(Saved entries)
++++++++++++++++++++

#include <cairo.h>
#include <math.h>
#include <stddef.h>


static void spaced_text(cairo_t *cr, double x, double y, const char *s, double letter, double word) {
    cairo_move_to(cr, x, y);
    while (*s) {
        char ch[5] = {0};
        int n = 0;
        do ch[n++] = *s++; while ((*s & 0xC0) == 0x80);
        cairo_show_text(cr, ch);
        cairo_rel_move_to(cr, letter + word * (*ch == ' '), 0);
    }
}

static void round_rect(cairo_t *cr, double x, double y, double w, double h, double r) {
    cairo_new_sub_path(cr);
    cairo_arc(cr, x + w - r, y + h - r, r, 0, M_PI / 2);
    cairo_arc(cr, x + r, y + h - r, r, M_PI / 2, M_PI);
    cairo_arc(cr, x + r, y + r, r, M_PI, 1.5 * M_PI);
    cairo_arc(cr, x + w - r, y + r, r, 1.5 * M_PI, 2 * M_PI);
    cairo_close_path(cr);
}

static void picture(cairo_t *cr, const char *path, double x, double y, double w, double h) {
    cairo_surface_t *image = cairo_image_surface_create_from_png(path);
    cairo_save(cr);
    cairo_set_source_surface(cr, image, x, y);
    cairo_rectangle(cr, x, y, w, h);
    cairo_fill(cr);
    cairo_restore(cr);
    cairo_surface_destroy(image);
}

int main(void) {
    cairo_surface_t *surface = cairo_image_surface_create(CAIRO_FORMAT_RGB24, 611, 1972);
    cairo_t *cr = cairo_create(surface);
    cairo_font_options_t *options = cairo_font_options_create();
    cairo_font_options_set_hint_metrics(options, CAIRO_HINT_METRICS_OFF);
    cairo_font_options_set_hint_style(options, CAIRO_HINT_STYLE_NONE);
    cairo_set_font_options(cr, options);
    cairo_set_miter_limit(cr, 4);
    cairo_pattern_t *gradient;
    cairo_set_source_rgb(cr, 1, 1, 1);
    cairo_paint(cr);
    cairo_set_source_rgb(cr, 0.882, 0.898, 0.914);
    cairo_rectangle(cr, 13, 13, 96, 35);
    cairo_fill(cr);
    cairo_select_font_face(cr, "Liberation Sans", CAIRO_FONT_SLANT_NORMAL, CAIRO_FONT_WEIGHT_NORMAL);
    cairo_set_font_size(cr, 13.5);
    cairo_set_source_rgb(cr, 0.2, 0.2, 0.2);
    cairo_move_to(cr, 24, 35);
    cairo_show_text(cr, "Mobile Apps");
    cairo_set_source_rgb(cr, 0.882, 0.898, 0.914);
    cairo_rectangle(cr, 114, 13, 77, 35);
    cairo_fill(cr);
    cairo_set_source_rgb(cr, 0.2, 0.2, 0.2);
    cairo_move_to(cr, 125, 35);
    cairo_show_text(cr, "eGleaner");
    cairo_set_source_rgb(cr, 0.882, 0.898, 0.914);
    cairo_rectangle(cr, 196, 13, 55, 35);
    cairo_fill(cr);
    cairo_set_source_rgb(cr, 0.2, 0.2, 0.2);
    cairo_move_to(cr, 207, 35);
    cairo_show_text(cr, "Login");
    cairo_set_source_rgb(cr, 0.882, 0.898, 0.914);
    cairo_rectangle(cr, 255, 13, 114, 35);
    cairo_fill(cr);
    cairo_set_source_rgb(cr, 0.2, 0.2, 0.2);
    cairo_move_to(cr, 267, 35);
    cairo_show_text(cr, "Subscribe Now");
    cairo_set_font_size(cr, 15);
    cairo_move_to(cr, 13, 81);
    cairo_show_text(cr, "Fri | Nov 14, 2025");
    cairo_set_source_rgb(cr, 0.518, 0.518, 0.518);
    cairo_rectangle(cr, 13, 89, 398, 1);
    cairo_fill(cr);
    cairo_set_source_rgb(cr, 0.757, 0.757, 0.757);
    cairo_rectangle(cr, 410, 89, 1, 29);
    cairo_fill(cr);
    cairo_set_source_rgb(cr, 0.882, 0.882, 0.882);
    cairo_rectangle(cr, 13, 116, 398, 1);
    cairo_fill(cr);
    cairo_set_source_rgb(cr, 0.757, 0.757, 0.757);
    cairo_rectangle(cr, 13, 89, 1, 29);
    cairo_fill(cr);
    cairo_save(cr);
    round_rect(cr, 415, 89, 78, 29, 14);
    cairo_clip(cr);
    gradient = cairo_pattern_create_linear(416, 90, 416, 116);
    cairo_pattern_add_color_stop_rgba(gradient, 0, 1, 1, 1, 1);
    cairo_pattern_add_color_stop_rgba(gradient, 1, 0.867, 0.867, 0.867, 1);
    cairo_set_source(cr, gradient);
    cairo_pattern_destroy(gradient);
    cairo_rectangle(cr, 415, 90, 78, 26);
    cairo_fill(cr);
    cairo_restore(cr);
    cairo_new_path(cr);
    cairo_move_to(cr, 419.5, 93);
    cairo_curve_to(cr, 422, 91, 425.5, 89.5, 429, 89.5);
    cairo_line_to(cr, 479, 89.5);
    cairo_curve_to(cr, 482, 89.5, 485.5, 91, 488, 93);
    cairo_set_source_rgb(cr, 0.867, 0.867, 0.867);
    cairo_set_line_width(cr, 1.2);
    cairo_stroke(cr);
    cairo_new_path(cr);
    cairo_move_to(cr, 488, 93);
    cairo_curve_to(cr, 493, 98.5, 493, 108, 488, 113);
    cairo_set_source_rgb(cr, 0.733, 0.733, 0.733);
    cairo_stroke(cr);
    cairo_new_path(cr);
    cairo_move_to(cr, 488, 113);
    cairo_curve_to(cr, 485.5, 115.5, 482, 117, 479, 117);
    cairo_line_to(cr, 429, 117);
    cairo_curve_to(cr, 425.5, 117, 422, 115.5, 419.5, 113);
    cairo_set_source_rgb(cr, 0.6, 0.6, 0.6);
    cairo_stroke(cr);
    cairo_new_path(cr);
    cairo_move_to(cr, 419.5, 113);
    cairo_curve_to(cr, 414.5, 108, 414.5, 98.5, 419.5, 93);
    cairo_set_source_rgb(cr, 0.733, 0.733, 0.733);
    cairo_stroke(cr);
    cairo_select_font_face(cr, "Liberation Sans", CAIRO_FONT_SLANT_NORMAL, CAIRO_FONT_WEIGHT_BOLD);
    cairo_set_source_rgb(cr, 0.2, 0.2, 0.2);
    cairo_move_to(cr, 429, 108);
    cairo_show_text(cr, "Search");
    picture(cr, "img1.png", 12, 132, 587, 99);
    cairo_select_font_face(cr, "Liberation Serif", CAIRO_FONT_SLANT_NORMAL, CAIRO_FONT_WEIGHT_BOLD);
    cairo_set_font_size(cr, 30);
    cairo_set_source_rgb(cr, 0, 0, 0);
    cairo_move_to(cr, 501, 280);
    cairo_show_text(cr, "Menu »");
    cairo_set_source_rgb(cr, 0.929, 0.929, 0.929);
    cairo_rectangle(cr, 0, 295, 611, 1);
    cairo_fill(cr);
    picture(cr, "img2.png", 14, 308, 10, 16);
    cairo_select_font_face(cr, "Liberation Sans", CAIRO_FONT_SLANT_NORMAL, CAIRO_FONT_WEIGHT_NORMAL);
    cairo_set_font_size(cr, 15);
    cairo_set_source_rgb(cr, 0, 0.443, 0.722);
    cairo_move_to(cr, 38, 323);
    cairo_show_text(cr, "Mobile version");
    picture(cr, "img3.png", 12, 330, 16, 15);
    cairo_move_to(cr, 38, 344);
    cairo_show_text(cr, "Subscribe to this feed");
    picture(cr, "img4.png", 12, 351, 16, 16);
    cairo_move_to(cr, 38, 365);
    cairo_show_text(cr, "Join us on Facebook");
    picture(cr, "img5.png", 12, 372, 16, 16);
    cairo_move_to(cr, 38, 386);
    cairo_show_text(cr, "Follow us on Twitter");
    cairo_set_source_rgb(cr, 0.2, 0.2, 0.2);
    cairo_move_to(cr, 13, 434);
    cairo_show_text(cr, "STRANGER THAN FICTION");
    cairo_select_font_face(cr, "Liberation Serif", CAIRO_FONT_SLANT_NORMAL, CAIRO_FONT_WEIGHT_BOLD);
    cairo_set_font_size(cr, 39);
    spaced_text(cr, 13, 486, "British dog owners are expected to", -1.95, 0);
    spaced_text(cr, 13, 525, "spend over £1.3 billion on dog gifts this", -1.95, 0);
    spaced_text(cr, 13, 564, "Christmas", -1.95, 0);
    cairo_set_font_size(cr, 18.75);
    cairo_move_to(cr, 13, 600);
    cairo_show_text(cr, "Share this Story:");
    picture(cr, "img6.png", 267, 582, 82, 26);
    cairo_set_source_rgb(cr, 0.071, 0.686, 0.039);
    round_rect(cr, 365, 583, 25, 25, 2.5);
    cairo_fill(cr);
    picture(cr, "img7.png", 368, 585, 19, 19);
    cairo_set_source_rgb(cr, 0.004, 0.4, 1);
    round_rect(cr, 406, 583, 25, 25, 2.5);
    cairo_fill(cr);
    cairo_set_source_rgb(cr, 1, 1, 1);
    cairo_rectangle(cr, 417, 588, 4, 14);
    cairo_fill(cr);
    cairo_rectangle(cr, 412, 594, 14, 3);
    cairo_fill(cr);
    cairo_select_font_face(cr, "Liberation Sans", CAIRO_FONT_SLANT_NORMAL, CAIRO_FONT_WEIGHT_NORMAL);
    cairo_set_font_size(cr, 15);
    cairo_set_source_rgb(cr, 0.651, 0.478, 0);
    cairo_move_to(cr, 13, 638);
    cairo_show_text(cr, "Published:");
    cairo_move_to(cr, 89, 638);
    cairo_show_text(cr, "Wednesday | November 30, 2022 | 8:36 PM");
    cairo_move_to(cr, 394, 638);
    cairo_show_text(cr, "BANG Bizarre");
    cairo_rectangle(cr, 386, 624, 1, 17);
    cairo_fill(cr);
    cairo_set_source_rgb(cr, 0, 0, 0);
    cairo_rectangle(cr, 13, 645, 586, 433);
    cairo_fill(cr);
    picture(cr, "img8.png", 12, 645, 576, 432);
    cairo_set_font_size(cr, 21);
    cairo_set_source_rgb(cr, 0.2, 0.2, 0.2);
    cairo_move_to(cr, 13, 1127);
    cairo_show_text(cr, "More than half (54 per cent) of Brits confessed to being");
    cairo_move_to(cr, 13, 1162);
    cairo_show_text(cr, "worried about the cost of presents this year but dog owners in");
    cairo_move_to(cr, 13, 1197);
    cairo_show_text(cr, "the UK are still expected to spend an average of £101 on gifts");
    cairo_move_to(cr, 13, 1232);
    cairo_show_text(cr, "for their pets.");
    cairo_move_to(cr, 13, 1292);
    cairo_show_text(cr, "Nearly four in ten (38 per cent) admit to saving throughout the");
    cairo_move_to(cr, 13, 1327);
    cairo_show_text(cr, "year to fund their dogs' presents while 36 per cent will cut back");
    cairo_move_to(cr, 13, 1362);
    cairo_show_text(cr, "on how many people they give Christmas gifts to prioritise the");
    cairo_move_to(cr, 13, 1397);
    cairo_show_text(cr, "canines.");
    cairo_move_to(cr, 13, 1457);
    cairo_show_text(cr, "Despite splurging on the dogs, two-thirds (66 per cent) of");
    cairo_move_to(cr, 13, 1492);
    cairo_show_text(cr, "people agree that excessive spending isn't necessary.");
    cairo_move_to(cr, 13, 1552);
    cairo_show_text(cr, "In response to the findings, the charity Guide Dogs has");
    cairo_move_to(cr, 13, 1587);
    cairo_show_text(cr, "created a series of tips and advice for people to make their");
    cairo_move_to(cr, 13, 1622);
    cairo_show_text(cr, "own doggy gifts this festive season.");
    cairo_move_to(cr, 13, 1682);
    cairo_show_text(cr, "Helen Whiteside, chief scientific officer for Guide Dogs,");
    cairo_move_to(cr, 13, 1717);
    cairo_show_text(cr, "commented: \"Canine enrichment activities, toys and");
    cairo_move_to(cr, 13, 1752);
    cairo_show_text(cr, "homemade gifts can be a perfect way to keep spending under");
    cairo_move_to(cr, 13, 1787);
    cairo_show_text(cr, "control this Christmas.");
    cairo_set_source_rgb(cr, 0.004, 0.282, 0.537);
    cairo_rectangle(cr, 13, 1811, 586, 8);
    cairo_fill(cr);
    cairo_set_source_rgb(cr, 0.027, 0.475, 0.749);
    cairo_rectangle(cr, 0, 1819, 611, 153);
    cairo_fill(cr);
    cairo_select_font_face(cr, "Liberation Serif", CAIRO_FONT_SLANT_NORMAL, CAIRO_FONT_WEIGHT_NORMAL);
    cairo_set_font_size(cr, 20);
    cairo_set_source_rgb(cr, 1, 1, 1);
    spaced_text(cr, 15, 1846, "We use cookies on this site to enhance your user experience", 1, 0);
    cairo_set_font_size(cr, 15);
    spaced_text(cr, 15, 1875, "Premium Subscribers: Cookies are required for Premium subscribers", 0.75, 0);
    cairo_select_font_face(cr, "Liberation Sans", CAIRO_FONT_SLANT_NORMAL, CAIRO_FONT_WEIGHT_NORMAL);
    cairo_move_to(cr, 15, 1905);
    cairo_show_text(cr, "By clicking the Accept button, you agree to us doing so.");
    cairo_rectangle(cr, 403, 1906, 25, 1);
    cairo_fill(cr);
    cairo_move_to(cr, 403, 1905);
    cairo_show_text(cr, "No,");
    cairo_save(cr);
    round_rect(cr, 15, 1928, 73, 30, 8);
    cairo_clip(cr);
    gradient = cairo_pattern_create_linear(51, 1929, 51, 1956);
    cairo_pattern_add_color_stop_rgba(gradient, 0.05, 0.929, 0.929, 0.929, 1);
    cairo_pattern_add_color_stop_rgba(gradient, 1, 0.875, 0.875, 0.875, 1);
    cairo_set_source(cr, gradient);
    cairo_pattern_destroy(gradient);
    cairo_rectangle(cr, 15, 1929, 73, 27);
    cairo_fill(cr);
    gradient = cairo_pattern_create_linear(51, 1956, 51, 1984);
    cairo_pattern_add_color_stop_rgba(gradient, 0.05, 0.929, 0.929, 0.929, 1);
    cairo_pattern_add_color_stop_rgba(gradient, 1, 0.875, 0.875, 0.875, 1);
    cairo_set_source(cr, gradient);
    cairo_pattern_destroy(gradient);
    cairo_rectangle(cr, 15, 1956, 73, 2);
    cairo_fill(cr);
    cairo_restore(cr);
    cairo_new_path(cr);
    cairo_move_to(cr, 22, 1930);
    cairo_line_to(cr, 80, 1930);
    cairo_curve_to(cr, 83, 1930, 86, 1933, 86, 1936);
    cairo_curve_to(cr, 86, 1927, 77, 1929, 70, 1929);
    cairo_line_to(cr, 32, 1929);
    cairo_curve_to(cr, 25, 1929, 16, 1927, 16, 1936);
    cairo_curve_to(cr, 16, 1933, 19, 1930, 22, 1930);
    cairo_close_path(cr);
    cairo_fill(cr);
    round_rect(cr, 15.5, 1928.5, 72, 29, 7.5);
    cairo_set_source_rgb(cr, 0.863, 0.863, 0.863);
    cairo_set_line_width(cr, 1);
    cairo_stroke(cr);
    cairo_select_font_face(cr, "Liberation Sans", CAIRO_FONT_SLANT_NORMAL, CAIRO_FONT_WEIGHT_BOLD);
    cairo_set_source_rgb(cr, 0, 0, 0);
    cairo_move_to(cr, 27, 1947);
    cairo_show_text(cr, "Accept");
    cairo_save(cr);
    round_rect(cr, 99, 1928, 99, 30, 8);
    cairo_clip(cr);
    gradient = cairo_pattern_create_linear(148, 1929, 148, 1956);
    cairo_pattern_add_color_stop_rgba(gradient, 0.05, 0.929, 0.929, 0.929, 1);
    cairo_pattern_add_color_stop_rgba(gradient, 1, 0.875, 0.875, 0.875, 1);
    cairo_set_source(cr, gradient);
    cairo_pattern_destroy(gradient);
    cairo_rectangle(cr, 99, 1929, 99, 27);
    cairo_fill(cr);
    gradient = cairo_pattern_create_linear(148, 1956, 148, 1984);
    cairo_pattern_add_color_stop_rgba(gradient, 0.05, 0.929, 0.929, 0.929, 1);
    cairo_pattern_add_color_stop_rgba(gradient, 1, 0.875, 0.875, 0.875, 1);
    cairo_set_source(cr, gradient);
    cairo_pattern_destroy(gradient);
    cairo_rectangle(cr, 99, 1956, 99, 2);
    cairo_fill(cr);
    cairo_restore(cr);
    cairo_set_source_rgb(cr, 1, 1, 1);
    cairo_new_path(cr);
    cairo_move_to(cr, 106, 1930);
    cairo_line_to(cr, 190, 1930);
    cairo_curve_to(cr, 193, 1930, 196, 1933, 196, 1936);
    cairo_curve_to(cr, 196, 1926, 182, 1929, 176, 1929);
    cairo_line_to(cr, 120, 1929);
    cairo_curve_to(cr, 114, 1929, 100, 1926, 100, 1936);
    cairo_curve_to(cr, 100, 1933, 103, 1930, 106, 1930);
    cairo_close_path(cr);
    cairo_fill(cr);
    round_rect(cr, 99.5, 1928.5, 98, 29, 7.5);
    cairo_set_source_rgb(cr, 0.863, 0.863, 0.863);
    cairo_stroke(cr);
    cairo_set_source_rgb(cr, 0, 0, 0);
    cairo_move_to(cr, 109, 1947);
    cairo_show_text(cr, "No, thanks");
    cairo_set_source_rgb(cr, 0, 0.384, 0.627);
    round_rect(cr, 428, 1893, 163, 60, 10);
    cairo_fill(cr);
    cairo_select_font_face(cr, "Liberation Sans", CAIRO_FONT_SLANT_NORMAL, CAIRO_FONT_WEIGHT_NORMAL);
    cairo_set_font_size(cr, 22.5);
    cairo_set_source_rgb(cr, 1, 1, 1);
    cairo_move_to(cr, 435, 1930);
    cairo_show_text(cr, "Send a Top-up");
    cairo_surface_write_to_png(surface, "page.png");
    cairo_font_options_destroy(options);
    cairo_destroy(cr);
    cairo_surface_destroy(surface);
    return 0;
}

++++++++++++++++++++

→ Exercise instructions
Of the entries above, repeat exactly the lines between the line with "cairo_new_sub_path(cr);" and the line with "cairo_pattern_t *gradient;", inclusive, and no others.

→ Exercise result
    cairo_new_sub_path(cr);
    cairo_arc(cr, x + w - r, y + h - r, r, 0, M_PI / 2);
    cairo_arc(cr, x + r, y + h - r, r, M_PI / 2, M_PI);
    cairo_arc(cr, x + r, y + r, r, M_PI, 1.5 * M_PI);
    cairo_arc(cr, x + w - r, y + r, r, 1.5 * M_PI, 2 * M_PI);
    cairo_close_path(cr);
}

static void picture(cairo_t *cr, const char *path, double x, double y, double w, double h) {
    cairo_surface_t *image = cairo_image_surface_create_from_png(path);
    cairo_save(cr);
    cairo_set_source_surface(cr, image, x, y);
    cairo_rectangle(cr, x, y, w, h);
    cairo_fill(cr);
    cairo_restore(cr);
    cairo_surface_destroy(image);
}

int main(void) {
    cairo_surface_t *surface = cairo_image_surface_create(CAIRO_FORMAT_RGB24, 611, 1972);
    cairo_t *cr = cairo_create(surface);
    cairo_font_options_t *options = cairo_font_options_create();
    cairo_font_options_set_hint_metrics(options, CAIRO_HINT_METRICS_OFF);
    cairo_font_options_set_hint_style(options, CAIRO_HINT_STYLE_NONE);
    cairo_set_font_options(cr, options);
    cairo_set_miter_limit(cr, 4);
    cairo_pattern_t *gradient;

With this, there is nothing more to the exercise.